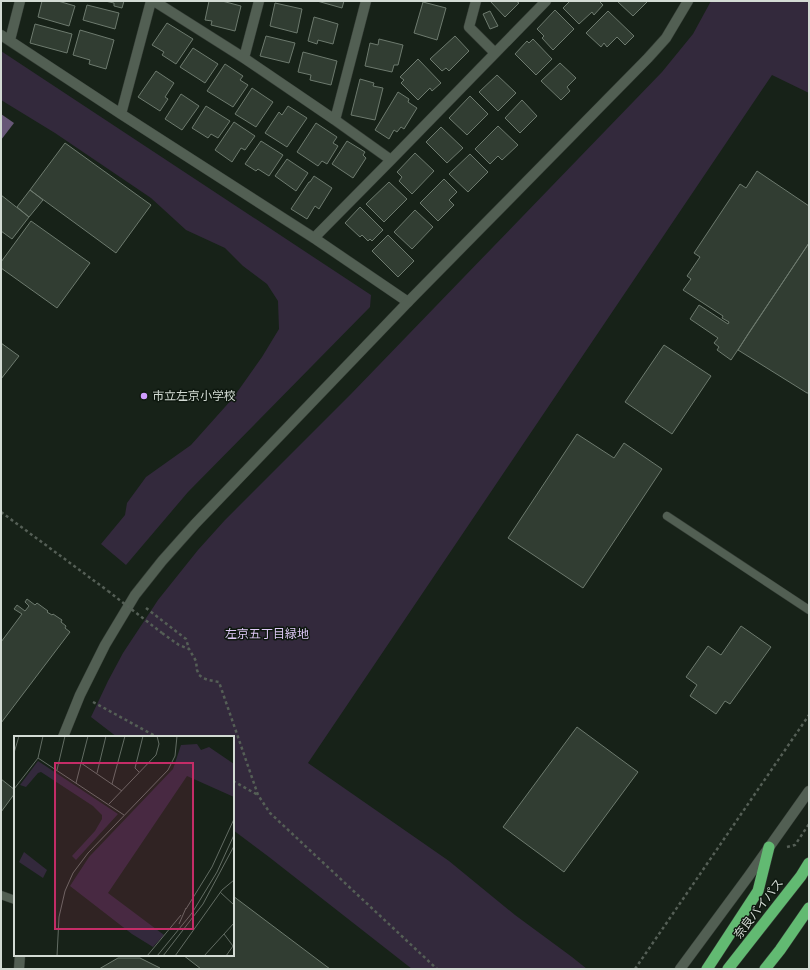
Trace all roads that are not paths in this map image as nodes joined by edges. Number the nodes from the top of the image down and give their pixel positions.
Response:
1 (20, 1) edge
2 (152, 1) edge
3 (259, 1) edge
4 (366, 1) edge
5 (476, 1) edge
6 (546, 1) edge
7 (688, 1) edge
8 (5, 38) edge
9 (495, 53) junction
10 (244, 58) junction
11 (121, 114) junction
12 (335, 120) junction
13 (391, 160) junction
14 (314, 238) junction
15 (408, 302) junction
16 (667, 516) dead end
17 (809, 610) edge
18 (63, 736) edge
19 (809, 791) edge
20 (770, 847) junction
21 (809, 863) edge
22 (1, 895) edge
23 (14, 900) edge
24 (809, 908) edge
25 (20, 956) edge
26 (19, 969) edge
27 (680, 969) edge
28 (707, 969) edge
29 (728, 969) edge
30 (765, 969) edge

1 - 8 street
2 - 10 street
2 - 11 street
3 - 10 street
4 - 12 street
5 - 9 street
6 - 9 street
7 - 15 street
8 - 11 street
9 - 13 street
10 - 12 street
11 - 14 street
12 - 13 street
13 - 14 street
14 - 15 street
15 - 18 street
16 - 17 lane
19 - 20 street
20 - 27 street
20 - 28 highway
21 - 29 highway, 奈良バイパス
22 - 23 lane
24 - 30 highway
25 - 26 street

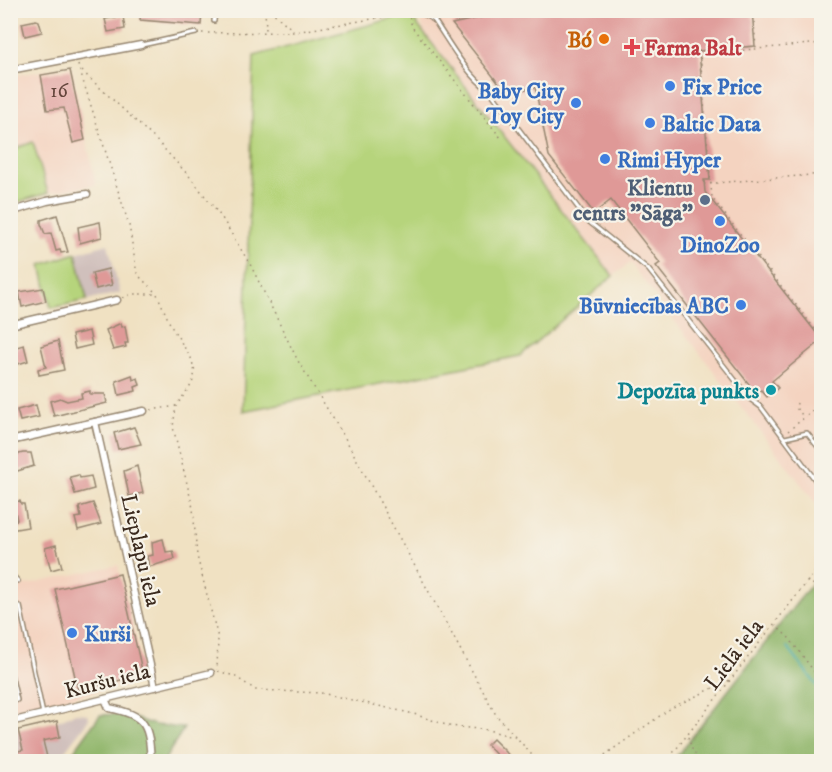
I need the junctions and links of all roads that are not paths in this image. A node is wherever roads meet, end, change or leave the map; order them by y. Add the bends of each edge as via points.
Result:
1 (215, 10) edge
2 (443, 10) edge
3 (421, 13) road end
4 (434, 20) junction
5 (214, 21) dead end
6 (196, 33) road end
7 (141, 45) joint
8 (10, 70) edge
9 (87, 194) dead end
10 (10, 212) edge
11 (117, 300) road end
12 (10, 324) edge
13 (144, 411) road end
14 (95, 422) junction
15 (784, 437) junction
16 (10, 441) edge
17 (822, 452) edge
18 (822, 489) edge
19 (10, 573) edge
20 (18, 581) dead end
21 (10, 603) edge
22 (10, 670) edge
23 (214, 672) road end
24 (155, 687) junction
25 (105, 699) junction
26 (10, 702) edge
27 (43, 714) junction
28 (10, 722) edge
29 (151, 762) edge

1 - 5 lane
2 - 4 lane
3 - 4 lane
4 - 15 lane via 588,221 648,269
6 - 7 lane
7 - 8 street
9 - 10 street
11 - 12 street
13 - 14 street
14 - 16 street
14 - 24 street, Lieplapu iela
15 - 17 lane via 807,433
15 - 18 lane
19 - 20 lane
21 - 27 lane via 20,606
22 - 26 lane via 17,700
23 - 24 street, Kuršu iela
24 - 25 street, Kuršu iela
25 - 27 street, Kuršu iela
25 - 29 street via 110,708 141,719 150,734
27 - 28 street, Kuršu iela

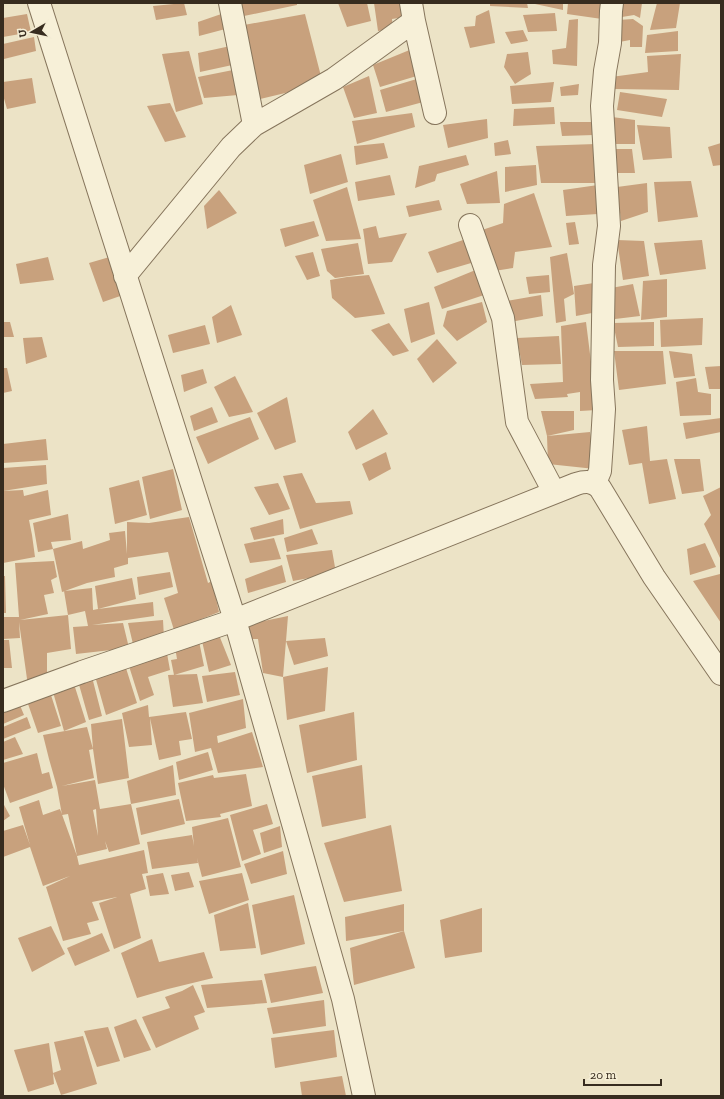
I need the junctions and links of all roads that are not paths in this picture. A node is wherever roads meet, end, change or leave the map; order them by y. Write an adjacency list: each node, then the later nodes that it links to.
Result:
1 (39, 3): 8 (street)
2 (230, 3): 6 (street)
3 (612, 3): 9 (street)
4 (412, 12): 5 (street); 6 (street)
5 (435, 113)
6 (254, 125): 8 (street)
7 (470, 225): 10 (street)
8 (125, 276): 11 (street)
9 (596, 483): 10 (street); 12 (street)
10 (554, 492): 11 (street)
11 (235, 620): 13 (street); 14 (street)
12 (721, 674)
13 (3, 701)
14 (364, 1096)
++++++++
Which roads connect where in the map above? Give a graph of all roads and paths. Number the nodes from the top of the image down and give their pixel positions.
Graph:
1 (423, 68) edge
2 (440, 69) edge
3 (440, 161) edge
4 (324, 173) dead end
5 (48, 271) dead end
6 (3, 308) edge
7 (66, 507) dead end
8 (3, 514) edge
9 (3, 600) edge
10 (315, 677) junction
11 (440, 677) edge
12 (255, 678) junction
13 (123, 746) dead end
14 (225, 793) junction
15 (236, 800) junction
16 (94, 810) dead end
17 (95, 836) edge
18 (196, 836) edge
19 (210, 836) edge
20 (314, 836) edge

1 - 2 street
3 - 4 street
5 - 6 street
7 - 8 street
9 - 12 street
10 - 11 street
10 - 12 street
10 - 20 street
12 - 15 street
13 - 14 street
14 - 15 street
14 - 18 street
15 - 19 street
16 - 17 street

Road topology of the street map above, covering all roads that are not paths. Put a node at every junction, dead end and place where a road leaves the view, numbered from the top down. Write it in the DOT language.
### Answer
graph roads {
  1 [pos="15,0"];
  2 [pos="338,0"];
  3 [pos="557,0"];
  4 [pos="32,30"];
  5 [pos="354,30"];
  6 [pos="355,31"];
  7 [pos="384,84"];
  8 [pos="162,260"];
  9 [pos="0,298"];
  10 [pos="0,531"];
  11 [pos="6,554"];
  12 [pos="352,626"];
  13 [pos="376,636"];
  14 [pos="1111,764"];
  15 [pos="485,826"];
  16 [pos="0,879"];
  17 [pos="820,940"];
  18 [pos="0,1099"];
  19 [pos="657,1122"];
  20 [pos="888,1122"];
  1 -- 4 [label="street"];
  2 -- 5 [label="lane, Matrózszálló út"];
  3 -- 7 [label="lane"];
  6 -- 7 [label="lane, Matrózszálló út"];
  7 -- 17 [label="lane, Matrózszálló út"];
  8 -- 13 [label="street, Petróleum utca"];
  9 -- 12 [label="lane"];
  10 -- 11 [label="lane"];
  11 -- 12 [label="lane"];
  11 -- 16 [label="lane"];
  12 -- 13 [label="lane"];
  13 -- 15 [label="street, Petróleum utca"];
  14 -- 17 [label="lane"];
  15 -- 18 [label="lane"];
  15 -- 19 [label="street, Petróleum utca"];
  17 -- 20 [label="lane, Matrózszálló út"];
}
++++++++
• Activity:
Copy the lines above exactly. Start with the line containing "Which roads connect", end with the line containing "Road topology of", and include both.

• Output of the exercise:
Which roads connect where in the map above? Give a graph of all roads and paths. Number the nodes from the top of the image down and give their pixel positions.
Graph:
1 (423, 68) edge
2 (440, 69) edge
3 (440, 161) edge
4 (324, 173) dead end
5 (48, 271) dead end
6 (3, 308) edge
7 (66, 507) dead end
8 (3, 514) edge
9 (3, 600) edge
10 (315, 677) junction
11 (440, 677) edge
12 (255, 678) junction
13 (123, 746) dead end
14 (225, 793) junction
15 (236, 800) junction
16 (94, 810) dead end
17 (95, 836) edge
18 (196, 836) edge
19 (210, 836) edge
20 (314, 836) edge

1 - 2 street
3 - 4 street
5 - 6 street
7 - 8 street
9 - 12 street
10 - 11 street
10 - 12 street
10 - 20 street
12 - 15 street
13 - 14 street
14 - 15 street
14 - 18 street
15 - 19 street
16 - 17 street

Road topology of the street map above, covering all roads that are not paths. Put a node at every junction, dead end and place where a road leaves the view, numbered from the top down. Write it in the DOT language.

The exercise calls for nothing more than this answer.